> What to do
Go through the data and report each line that holds the string "Left".

> Provided records
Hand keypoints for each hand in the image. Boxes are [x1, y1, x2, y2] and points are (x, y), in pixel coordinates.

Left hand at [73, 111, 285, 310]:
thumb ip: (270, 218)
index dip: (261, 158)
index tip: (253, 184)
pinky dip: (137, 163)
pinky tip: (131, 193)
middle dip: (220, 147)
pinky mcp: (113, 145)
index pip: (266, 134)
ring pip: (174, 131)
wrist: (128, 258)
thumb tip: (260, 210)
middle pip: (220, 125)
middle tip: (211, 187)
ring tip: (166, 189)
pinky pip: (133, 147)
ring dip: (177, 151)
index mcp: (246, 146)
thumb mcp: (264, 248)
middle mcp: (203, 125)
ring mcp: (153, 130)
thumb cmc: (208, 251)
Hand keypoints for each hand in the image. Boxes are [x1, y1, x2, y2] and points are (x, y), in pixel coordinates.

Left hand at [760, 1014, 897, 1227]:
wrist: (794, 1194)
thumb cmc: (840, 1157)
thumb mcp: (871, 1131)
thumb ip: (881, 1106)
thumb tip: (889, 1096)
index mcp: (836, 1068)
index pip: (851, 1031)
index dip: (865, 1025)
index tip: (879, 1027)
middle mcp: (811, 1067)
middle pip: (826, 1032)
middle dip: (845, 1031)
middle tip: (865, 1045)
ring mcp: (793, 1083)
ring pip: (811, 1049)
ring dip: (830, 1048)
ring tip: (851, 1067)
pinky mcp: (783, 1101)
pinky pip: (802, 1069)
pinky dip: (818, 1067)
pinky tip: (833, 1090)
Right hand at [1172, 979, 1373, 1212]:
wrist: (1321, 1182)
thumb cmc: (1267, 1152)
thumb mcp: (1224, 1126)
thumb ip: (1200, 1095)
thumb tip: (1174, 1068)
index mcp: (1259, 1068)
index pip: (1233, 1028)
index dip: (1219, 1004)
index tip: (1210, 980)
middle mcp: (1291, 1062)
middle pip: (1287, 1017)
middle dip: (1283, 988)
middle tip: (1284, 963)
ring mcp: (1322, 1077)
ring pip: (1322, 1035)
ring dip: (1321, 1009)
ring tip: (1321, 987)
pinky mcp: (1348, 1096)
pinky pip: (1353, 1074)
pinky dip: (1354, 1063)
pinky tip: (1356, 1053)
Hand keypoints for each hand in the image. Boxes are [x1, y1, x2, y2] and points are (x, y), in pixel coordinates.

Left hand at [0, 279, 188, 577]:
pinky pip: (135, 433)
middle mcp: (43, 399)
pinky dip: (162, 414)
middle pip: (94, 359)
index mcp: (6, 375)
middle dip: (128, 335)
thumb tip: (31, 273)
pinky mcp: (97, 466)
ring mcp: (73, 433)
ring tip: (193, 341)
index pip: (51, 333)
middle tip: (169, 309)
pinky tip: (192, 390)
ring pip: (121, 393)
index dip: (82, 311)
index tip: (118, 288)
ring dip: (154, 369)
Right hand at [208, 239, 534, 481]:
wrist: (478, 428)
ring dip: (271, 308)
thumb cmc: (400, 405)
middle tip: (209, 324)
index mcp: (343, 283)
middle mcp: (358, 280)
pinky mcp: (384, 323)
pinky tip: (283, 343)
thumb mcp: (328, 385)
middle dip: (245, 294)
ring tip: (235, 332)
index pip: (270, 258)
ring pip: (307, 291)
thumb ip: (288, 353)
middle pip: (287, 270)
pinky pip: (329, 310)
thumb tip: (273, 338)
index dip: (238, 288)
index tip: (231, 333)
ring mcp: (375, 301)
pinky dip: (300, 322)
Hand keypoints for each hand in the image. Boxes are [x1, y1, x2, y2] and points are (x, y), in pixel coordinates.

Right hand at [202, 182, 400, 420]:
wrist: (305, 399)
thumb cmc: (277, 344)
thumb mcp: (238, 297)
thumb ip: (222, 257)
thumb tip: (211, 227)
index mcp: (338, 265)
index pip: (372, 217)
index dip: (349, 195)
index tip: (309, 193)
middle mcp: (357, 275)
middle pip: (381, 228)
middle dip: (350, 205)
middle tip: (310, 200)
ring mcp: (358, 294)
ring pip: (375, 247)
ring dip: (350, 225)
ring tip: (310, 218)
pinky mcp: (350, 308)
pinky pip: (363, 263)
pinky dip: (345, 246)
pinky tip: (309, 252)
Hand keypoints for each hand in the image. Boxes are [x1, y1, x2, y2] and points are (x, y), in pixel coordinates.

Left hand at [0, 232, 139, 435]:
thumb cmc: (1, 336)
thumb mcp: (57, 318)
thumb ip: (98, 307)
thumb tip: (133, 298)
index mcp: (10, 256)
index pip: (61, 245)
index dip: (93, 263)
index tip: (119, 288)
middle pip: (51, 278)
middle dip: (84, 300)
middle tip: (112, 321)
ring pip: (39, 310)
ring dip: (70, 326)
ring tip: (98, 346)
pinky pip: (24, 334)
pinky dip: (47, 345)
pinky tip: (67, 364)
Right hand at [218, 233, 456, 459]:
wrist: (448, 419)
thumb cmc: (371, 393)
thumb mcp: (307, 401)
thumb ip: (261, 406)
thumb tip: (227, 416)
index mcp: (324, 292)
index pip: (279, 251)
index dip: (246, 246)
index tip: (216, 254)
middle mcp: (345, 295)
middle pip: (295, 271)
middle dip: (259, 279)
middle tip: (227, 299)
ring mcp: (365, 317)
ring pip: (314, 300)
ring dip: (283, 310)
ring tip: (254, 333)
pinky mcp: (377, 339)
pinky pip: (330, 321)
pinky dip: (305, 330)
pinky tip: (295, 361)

> Answer space
Left hand at [73, 111, 285, 310]:
Left hand at [760, 1014, 897, 1227]:
Left hand at [0, 279, 188, 577]:
Left hand at [0, 232, 139, 435]:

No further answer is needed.